** THE DATA follows **

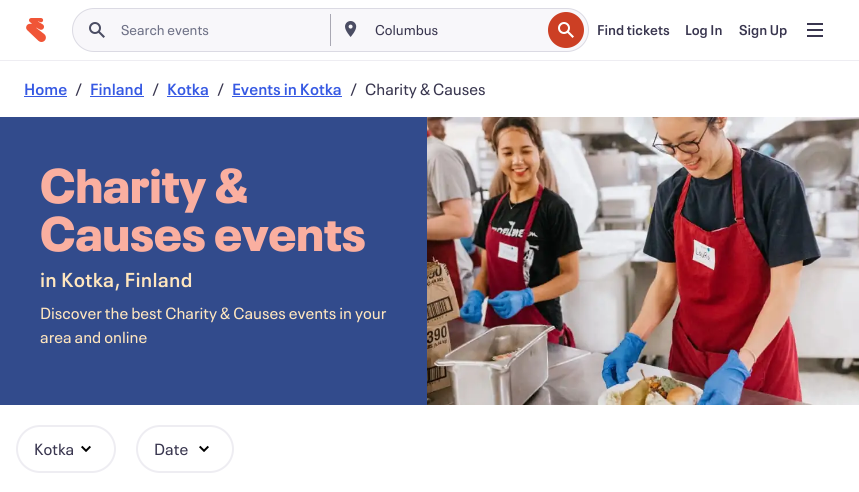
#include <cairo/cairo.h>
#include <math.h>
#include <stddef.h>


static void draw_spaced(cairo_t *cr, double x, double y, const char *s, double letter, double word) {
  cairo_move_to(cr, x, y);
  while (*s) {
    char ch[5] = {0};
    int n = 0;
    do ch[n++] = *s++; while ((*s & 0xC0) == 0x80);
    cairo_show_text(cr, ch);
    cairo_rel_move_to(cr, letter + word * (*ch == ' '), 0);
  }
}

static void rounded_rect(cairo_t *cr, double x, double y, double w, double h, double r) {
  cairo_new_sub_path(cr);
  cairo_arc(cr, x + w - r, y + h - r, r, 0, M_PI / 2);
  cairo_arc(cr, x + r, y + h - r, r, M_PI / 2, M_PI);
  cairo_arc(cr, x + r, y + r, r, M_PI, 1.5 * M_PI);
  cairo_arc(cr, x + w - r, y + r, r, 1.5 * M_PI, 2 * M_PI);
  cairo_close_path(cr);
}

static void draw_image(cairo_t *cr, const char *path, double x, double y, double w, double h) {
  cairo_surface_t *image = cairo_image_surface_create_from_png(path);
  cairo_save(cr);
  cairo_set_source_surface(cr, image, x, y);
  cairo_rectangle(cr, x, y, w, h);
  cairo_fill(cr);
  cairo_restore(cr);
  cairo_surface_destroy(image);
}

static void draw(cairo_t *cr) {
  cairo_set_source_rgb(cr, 1, 1, 1);
  cairo_paint(cr);
  cairo_set_source_rgb(cr, 238 / 255.0, 237 / 255.0, 242 / 255.0);
  cairo_rectangle(cr, 0, 60, 859, 1);
  cairo_fill(cr);
  draw_image(cr, "images/1.png", 26, 18, 20, 24);
  cairo_set_source_rgb(cr, 248 / 255.0, 247 / 255.0, 250 / 255.0);
  rounded_rect(cr, 72.5, 8.5, 516, 43, 21.5);
  cairo_fill_preserve(cr);
  cairo_set_source_rgb(cr, 219 / 255.0, 218 / 255.0, 227 / 255.0);
  cairo_set_line_width(cr, 1);
  cairo_stroke(cr);
  draw_image(cr, "images/2.png", 89, 22, 16, 16);
  cairo_set_source_rgb(cr, 169 / 255.0, 168 / 255.0, 179 / 255.0);
  cairo_rectangle(cr, 330, 14, 1, 32);
  cairo_fill(cr);
  draw_image(cr, "images/3.png", 345, 21, 12, 16);
  draw_image(cr, "images/4.png", 548, 12, 36, 36);
  draw_image(cr, "images/5.png", 807, 23, 16, 14);
  cairo_set_source_rgb(cr, 54 / 255.0, 89 / 255.0, 227 / 255.0);
  cairo_rectangle(cr, 24, 96, 43, 1);
  cairo_fill(cr);
  cairo_rectangle(cr, 90, 96, 54, 1);
  cairo_fill(cr);
  cairo_rectangle(cr, 167, 96, 42, 1);
  cairo_fill(cr);
  cairo_rectangle(cr, 232, 96, 110, 1);
  cairo_fill(cr);
  cairo_set_source_rgb(cr, 50 / 255.0, 75 / 255.0, 140 / 255.0);
  cairo_rectangle(cr, 0, 117, 427, 288);
  cairo_fill(cr);
  draw_image(cr, "images/6.png", 427, 117, 432, 288);
  rounded_rect(cr, 17, 426, 98, 46, 23);
  cairo_set_source_rgb(cr, 238 / 255.0, 237 / 255.0, 242 / 255.0);
  cairo_set_line_width(cr, 2);
  cairo_stroke(cr);
  draw_image(cr, "images/7.png", 81, 445, 10, 7);
  rounded_rect(cr, 137, 426, 96, 46, 23);
  cairo_stroke(cr);
  draw_image(cr, "images/7.png", 199, 445, 10, 7);
  cairo_select_font_face(cr, "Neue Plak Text", CAIRO_FONT_SLANT_NORMAL, CAIRO_FONT_WEIGHT_NORMAL);
  cairo_set_font_size(cr, 14);
  cairo_set_source_rgb(cr, 111 / 255.0, 114 / 255.0, 135 / 255.0);
  cairo_move_to(cr, 121, 35);
  cairo_show_text(cr, "Search events");
  cairo_set_source_rgb(cr, 57 / 255.0, 54 / 255.0, 79 / 255.0);
  cairo_move_to(cr, 375, 35);
  cairo_show_text(cr, "Columbus");
  cairo_select_font_face(cr, "Neue Plak Text SemiBold", CAIRO_FONT_SLANT_NORMAL, CAIRO_FONT_WEIGHT_NORMAL);
  cairo_move_to(cr, 597, 35);
  cairo_show_text(cr, "Find tickets");
  cairo_move_to(cr, 685, 35);
  cairo_show_text(cr, "Log In");
  cairo_move_to(cr, 739, 35);
  cairo_show_text(cr, "Sign Up");
  cairo_set_font_size(cr, 16);
  cairo_set_source_rgb(cr, 54 / 255.0, 89 / 255.0, 227 / 255.0);
  cairo_move_to(cr, 24, 95);
  cairo_show_text(cr, "Home");
  cairo_select_font_face(cr, "Neue Plak Text", CAIRO_FONT_SLANT_NORMAL, CAIRO_FONT_WEIGHT_NORMAL);
  cairo_set_source_rgb(cr, 57 / 255.0, 54 / 255.0, 79 / 255.0);
  cairo_move_to(cr, 75, 95);
  cairo_show_text(cr, "/");
  cairo_select_font_face(cr, "Neue Plak Text SemiBold", CAIRO_FONT_SLANT_NORMAL, CAIRO_FONT_WEIGHT_NORMAL);
  cairo_set_source_rgb(cr, 54 / 255.0, 89 / 255.0, 227 / 255.0);
  cairo_move_to(cr, 90, 95);
  cairo_show_text(cr, "Finland");
  cairo_select_font_face(cr, "Neue Plak Text", CAIRO_FONT_SLANT_NORMAL, CAIRO_FONT_WEIGHT_NORMAL);
  cairo_set_source_rgb(cr, 57 / 255.0, 54 / 255.0, 79 / 255.0);
  cairo_move_to(cr, 152, 95);
  cairo_show_text(cr, "/");
  cairo_select_font_face(cr, "Neue Plak Text SemiBold", CAIRO_FONT_SLANT_NORMAL, CAIRO_FONT_WEIGHT_NORMAL);
  cairo_set_source_rgb(cr, 54 / 255.0, 89 / 255.0, 227 / 255.0);
  cairo_move_to(cr, 167, 95);
  cairo_show_text(cr, "Kotka");
  cairo_select_font_face(cr, "Neue Plak Text", CAIRO_FONT_SLANT_NORMAL, CAIRO_FONT_WEIGHT_NORMAL);
  cairo_set_source_rgb(cr, 57 / 255.0, 54 / 255.0, 79 / 255.0);
  cairo_move_to(cr, 217, 95);
  cairo_show_text(cr, "/");
  cairo_select_font_face(cr, "Neue Plak Text SemiBold", CAIRO_FONT_SLANT_NORMAL, CAIRO_FONT_WEIGHT_NORMAL);
  cairo_set_source_rgb(cr, 54 / 255.0, 89 / 255.0, 227 / 255.0);
  cairo_move_to(cr, 232, 95);
  cairo_show_text(cr, "Events in Kotka");
  cairo_select_font_face(cr, "Neue Plak Text", CAIRO_FONT_SLANT_NORMAL, CAIRO_FONT_WEIGHT_NORMAL);
  cairo_set_source_rgb(cr, 57 / 255.0, 54 / 255.0, 79 / 255.0);
  cairo_move_to(cr, 350, 95);
  cairo_show_text(cr, "/");
  cairo_move_to(cr, 365, 95);
  cairo_show_text(cr, "Charity & Causes");
  cairo_select_font_face(cr, "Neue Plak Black", CAIRO_FONT_SLANT_NORMAL, CAIRO_FONT_WEIGHT_NORMAL);
  cairo_set_font_size(cr, 48);
  cairo_set_source_rgb(cr, 250 / 255.0, 175 / 255.0, 160 / 255.0);
  cairo_move_to(cr, 40, 203);
  cairo_show_text(cr, "Charity &");
  cairo_move_to(cr, 40, 251);
  cairo_show_text(cr, "Causes events");
  cairo_select_font_face(cr, "Neue Plak Text SemiBold", CAIRO_FONT_SLANT_NORMAL, CAIRO_FONT_WEIGHT_NORMAL);
  cairo_set_font_size(cr, 20);
  cairo_set_source_rgb(cr, 1, 230 / 255.0, 190 / 255.0);
  draw_spaced(cr, 40, 287, "in Kotka, Finland", 0.25, 0);
  cairo_select_font_face(cr, "Neue Plak Text", CAIRO_FONT_SLANT_NORMAL, CAIRO_FONT_WEIGHT_NORMAL);
  cairo_set_font_size(cr, 16);
  cairo_move_to(cr, 40, 319);
  cairo_show_text(cr, "Discover the best Charity & Causes events in your");
  cairo_move_to(cr, 40, 343);
  cairo_show_text(cr, "area and online");
  cairo_set_source_rgb(cr, 57 / 255.0, 54 / 255.0, 79 / 255.0);
  cairo_move_to(cr, 34, 455);
  cairo_show_text(cr, "Kotka");
  cairo_move_to(cr, 154, 455);
  cairo_show_text(cr, "Date");
}

int main(void) {
  cairo_surface_t *surface = cairo_image_surface_create(CAIRO_FORMAT_RGB24, 859, 492);
  cairo_t *cr = cairo_create(surface);
  cairo_font_options_t *options = cairo_font_options_create();
  cairo_font_options_set_hint_metrics(options, CAIRO_HINT_METRICS_OFF);
  cairo_font_options_set_hint_style(options, CAIRO_HINT_STYLE_NONE);
  cairo_set_font_options(cr, options);
  cairo_set_miter_limit(cr, 4);
  draw(cr);
  cairo_surface_write_to_png(surface, "out.png");
  cairo_font_options_destroy(options);
  cairo_destroy(cr);
  cairo_surface_destroy(surface);
  return 0;
}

** End of THE DATA **

**WHAT NEEDS TO BE DONE**:
Scan the records for the word "double", and copy each line where it is found.

**ANSWER FOR THE TASK**:
static void draw_spaced(cairo_t *cr, double x, double y, const char *s, double letter, double word) {
static void rounded_rect(cairo_t *cr, double x, double y, double w, double h, double r) {
static void draw_image(cairo_t *cr, const char *path, double x, double y, double w, double h) {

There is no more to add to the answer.